J'avais sans doute peur de voir perdue cette formidable solidarité dans laquelle nous nous sentions invincibles, de voir la fin des débrouilles et des partages, d'imaginer le moment où plus personne ne se soucierait d'amener ses restes de nourriture dans les grands chaudrons collectifs où bout en permanence un ragoût qu'on offre à tous ceux qui en font la demande.

Isadora a promis que nul ne mourrait jamais de faim à Kenjara et elle comme les autres membres de l'Alliance se donnaient du mal pour tenir cette promesse. Nous savions pourtant tous que leurs efforts seraient insuffisants s'ils n'étaient pas soutenus par la population. Mais quel peuple accepterait de vivre sans fin un temps de sacrifice, alors qu'il était venu de si loin et s'était battu courageusement pour un pays où il serait heureux ?

Je devais bien admettre qu'il était important de trouver des solutions valables pour les années à venir et que nous ne pouvions pas vivre d'espoir et d'air pur éternellement. Même si nous étions tous fiers de nous en être contentés jusque là.

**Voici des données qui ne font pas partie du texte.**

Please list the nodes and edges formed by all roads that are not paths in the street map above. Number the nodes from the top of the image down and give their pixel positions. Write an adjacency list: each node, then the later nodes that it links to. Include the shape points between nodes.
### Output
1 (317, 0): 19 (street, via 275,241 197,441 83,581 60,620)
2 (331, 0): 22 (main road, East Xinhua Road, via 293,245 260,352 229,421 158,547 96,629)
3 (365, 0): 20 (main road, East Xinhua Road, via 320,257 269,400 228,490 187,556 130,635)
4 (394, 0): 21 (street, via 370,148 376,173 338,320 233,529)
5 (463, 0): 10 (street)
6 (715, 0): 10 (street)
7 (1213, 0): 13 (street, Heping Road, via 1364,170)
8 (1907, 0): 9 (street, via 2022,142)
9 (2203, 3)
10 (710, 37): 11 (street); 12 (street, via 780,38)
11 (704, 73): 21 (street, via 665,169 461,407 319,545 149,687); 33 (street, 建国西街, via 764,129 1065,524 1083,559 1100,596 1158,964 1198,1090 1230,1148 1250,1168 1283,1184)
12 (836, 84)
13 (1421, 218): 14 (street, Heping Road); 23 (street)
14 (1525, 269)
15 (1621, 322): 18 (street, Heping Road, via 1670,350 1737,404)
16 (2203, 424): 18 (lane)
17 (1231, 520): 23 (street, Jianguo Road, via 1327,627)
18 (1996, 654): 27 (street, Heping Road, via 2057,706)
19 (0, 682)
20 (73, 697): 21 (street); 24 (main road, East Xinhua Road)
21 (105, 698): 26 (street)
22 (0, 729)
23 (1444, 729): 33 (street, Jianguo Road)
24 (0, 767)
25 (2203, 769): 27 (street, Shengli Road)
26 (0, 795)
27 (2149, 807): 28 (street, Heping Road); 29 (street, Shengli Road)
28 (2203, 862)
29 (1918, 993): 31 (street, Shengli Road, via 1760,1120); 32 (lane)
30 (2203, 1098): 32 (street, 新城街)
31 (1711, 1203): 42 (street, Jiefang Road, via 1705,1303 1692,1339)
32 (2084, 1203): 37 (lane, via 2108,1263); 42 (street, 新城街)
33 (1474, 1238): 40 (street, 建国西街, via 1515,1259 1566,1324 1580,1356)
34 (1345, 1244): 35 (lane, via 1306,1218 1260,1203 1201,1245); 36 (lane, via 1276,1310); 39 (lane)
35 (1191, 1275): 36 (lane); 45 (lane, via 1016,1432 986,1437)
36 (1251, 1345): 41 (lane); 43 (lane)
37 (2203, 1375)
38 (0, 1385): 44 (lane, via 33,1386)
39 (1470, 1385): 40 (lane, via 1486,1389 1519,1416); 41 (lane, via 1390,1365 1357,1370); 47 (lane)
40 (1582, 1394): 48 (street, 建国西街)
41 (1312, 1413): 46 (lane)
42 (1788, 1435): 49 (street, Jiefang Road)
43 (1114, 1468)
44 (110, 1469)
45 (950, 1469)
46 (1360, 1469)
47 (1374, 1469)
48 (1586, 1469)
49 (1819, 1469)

Mon futur lecteur, que j'espère bien avoir un jour, pourra me reprocher de digresser avec cette longue introduction. Il n'en est rien. Au contraire, je plante le décor d'une nouvelle enquête. Car j'espère, si je suis lu dans un temps lointain, que ceux qui parcourront ces pages ne connaîtront rien à la faim ni à la peur de tout perdre, et qu'ils auront bien besoin de ces explications pour mesurer l'immense valeur qu'ont eu, à nos yeux, deux jarres de céréales.